EXCERPTED RECORDS Start Marker

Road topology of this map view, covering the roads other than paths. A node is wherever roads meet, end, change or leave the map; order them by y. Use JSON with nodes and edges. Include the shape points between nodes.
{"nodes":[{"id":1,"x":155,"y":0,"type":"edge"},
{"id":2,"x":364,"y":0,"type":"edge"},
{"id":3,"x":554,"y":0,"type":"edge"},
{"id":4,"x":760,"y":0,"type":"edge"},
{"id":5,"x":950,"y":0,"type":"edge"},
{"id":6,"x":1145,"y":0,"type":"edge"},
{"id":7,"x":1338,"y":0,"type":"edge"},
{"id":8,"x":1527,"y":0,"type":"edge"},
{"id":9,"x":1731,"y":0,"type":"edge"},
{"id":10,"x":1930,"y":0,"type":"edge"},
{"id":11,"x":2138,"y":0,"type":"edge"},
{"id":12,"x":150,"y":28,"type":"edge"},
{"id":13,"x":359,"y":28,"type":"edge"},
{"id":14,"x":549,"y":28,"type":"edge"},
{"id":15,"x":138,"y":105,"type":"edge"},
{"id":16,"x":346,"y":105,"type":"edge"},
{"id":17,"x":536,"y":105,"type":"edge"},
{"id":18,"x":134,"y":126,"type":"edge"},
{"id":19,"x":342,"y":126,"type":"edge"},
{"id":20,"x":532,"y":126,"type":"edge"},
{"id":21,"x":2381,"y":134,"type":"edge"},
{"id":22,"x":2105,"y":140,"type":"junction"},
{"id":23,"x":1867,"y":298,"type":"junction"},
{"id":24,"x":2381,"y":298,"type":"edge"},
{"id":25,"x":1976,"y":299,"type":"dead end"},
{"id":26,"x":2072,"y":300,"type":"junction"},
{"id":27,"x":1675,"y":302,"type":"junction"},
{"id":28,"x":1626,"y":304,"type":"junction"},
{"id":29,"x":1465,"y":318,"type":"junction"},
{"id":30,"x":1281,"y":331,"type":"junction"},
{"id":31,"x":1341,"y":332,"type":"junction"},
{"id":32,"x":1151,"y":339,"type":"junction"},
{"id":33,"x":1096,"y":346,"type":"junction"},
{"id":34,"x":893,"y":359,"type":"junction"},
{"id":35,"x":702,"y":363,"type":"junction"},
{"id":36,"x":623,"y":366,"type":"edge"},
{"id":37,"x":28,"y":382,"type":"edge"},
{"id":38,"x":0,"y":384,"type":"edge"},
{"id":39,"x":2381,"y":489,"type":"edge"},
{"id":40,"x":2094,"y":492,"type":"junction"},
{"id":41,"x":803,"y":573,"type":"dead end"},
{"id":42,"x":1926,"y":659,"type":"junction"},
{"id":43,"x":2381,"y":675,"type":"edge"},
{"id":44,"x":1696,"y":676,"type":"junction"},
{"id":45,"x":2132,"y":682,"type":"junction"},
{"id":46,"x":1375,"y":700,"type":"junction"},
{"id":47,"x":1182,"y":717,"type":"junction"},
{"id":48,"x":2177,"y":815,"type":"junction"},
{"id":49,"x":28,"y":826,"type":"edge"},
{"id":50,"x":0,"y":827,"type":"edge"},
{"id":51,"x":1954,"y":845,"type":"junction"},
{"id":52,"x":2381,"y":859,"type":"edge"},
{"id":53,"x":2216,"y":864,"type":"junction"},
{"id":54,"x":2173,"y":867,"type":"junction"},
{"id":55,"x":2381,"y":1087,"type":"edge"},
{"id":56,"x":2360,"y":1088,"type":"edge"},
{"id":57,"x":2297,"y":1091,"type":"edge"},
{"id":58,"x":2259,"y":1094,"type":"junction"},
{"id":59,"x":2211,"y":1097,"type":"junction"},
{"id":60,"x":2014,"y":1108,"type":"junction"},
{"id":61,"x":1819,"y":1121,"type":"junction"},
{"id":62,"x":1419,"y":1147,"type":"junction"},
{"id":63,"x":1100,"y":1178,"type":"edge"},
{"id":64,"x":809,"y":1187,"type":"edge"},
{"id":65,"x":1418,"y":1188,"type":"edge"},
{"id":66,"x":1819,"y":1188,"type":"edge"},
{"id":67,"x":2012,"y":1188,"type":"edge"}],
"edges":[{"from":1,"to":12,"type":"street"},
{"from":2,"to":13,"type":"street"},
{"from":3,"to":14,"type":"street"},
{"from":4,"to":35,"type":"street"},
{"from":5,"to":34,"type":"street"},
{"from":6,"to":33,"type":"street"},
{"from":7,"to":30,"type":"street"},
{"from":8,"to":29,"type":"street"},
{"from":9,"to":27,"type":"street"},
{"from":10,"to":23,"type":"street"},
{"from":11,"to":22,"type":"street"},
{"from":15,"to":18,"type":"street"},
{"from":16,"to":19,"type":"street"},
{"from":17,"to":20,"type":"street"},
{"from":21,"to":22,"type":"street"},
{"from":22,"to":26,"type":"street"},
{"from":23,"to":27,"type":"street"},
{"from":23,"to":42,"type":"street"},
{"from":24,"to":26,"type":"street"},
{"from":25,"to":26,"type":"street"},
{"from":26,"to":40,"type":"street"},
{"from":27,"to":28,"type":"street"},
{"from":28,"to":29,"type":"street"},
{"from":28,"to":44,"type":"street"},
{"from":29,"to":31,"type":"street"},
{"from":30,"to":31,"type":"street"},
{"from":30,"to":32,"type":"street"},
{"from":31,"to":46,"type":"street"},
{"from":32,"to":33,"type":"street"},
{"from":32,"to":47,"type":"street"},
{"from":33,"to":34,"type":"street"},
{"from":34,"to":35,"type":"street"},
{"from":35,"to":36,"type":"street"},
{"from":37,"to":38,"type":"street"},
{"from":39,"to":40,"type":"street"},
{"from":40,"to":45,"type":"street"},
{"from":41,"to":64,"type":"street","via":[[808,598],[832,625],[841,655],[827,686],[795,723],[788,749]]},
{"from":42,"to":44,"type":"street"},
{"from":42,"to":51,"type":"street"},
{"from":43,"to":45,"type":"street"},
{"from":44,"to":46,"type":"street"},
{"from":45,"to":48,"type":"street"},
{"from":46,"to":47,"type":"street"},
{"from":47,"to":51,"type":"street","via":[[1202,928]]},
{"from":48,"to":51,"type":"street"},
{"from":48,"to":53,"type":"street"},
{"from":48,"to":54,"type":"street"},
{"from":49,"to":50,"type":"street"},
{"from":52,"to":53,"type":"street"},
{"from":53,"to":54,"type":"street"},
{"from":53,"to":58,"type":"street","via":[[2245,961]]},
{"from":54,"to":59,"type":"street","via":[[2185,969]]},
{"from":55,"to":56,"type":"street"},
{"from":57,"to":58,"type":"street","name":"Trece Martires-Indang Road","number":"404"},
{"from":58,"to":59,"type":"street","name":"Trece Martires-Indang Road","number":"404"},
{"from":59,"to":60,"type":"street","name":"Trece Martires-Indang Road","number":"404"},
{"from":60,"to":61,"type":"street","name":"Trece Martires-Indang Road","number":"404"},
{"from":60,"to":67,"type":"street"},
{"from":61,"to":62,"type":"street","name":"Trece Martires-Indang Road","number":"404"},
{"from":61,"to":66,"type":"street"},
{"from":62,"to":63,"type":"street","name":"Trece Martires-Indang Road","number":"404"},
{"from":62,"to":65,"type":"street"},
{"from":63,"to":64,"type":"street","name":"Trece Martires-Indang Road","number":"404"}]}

EXCERPTED RECORDS End Marker

YOUR INSTRUCTIONS: Word for word, write out all of the entries again.

ANSWER TO THE EXERCISE:
Road topology of this map view, covering the roads other than paths. A node is wherever roads meet, end, change or leave the map; order them by y. Use JSON with nodes and edges. Include the shape points between nodes.
{"nodes":[{"id":1,"x":155,"y":0,"type":"edge"},
{"id":2,"x":364,"y":0,"type":"edge"},
{"id":3,"x":554,"y":0,"type":"edge"},
{"id":4,"x":760,"y":0,"type":"edge"},
{"id":5,"x":950,"y":0,"type":"edge"},
{"id":6,"x":1145,"y":0,"type":"edge"},
{"id":7,"x":1338,"y":0,"type":"edge"},
{"id":8,"x":1527,"y":0,"type":"edge"},
{"id":9,"x":1731,"y":0,"type":"edge"},
{"id":10,"x":1930,"y":0,"type":"edge"},
{"id":11,"x":2138,"y":0,"type":"edge"},
{"id":12,"x":150,"y":28,"type":"edge"},
{"id":13,"x":359,"y":28,"type":"edge"},
{"id":14,"x":549,"y":28,"type":"edge"},
{"id":15,"x":138,"y":105,"type":"edge"},
{"id":16,"x":346,"y":105,"type":"edge"},
{"id":17,"x":536,"y":105,"type":"edge"},
{"id":18,"x":134,"y":126,"type":"edge"},
{"id":19,"x":342,"y":126,"type":"edge"},
{"id":20,"x":532,"y":126,"type":"edge"},
{"id":21,"x":2381,"y":134,"type":"edge"},
{"id":22,"x":2105,"y":140,"type":"junction"},
{"id":23,"x":1867,"y":298,"type":"junction"},
{"id":24,"x":2381,"y":298,"type":"edge"},
{"id":25,"x":1976,"y":299,"type":"dead end"},
{"id":26,"x":2072,"y":300,"type":"junction"},
{"id":27,"x":1675,"y":302,"type":"junction"},
{"id":28,"x":1626,"y":304,"type":"junction"},
{"id":29,"x":1465,"y":318,"type":"junction"},
{"id":30,"x":1281,"y":331,"type":"junction"},
{"id":31,"x":1341,"y":332,"type":"junction"},
{"id":32,"x":1151,"y":339,"type":"junction"},
{"id":33,"x":1096,"y":346,"type":"junction"},
{"id":34,"x":893,"y":359,"type":"junction"},
{"id":35,"x":702,"y":363,"type":"junction"},
{"id":36,"x":623,"y":366,"type":"edge"},
{"id":37,"x":28,"y":382,"type":"edge"},
{"id":38,"x":0,"y":384,"type":"edge"},
{"id":39,"x":2381,"y":489,"type":"edge"},
{"id":40,"x":2094,"y":492,"type":"junction"},
{"id":41,"x":803,"y":573,"type":"dead end"},
{"id":42,"x":1926,"y":659,"type":"junction"},
{"id":43,"x":2381,"y":675,"type":"edge"},
{"id":44,"x":1696,"y":676,"type":"junction"},
{"id":45,"x":2132,"y":682,"type":"junction"},
{"id":46,"x":1375,"y":700,"type":"junction"},
{"id":47,"x":1182,"y":717,"type":"junction"},
{"id":48,"x":2177,"y":815,"type":"junction"},
{"id":49,"x":28,"y":826,"type":"edge"},
{"id":50,"x":0,"y":827,"type":"edge"},
{"id":51,"x":1954,"y":845,"type":"junction"},
{"id":52,"x":2381,"y":859,"type":"edge"},
{"id":53,"x":2216,"y":864,"type":"junction"},
{"id":54,"x":2173,"y":867,"type":"junction"},
{"id":55,"x":2381,"y":1087,"type":"edge"},
{"id":56,"x":2360,"y":1088,"type":"edge"},
{"id":57,"x":2297,"y":1091,"type":"edge"},
{"id":58,"x":2259,"y":1094,"type":"junction"},
{"id":59,"x":2211,"y":1097,"type":"junction"},
{"id":60,"x":2014,"y":1108,"type":"junction"},
{"id":61,"x":1819,"y":1121,"type":"junction"},
{"id":62,"x":1419,"y":1147,"type":"junction"},
{"id":63,"x":1100,"y":1178,"type":"edge"},
{"id":64,"x":809,"y":1187,"type":"edge"},
{"id":65,"x":1418,"y":1188,"type":"edge"},
{"id":66,"x":1819,"y":1188,"type":"edge"},
{"id":67,"x":2012,"y":1188,"type":"edge"}],
"edges":[{"from":1,"to":12,"type":"street"},
{"from":2,"to":13,"type":"street"},
{"from":3,"to":14,"type":"street"},
{"from":4,"to":35,"type":"street"},
{"from":5,"to":34,"type":"street"},
{"from":6,"to":33,"type":"street"},
{"from":7,"to":30,"type":"street"},
{"from":8,"to":29,"type":"street"},
{"from":9,"to":27,"type":"street"},
{"from":10,"to":23,"type":"street"},
{"from":11,"to":22,"type":"street"},
{"from":15,"to":18,"type":"street"},
{"from":16,"to":19,"type":"street"},
{"from":17,"to":20,"type":"street"},
{"from":21,"to":22,"type":"street"},
{"from":22,"to":26,"type":"street"},
{"from":23,"to":27,"type":"street"},
{"from":23,"to":42,"type":"street"},
{"from":24,"to":26,"type":"street"},
{"from":25,"to":26,"type":"street"},
{"from":26,"to":40,"type":"street"},
{"from":27,"to":28,"type":"street"},
{"from":28,"to":29,"type":"street"},
{"from":28,"to":44,"type":"street"},
{"from":29,"to":31,"type":"street"},
{"from":30,"to":31,"type":"street"},
{"from":30,"to":32,"type":"street"},
{"from":31,"to":46,"type":"street"},
{"from":32,"to":33,"type":"street"},
{"from":32,"to":47,"type":"street"},
{"from":33,"to":34,"type":"street"},
{"from":34,"to":35,"type":"street"},
{"from":35,"to":36,"type":"street"},
{"from":37,"to":38,"type":"street"},
{"from":39,"to":40,"type":"street"},
{"from":40,"to":45,"type":"street"},
{"from":41,"to":64,"type":"street","via":[[808,598],[832,625],[841,655],[827,686],[795,723],[788,749]]},
{"from":42,"to":44,"type":"street"},
{"from":42,"to":51,"type":"street"},
{"from":43,"to":45,"type":"street"},
{"from":44,"to":46,"type":"street"},
{"from":45,"to":48,"type":"street"},
{"from":46,"to":47,"type":"street"},
{"from":47,"to":51,"type":"street","via":[[1202,928]]},
{"from":48,"to":51,"type":"street"},
{"from":48,"to":53,"type":"street"},
{"from":48,"to":54,"type":"street"},
{"from":49,"to":50,"type":"street"},
{"from":52,"to":53,"type":"street"},
{"from":53,"to":54,"type":"street"},
{"from":53,"to":58,"type":"street","via":[[2245,961]]},
{"from":54,"to":59,"type":"street","via":[[2185,969]]},
{"from":55,"to":56,"type":"street"},
{"from":57,"to":58,"type":"street","name":"Trece Martires-Indang Road","number":"404"},
{"from":58,"to":59,"type":"street","name":"Trece Martires-Indang Road","number":"404"},
{"from":59,"to":60,"type":"street","name":"Trece Martires-Indang Road","number":"404"},
{"from":60,"to":61,"type":"street","name":"Trece Martires-Indang Road","number":"404"},
{"from":60,"to":67,"type":"street"},
{"from":61,"to":62,"type":"street","name":"Trece Martires-Indang Road","number":"404"},
{"from":61,"to":66,"type":"street"},
{"from":62,"to":63,"type":"street","name":"Trece Martires-Indang Road","number":"404"},
{"from":62,"to":65,"type":"street"},
{"from":63,"to":64,"type":"street","name":"Trece Martires-Indang Road","number":"404"}]}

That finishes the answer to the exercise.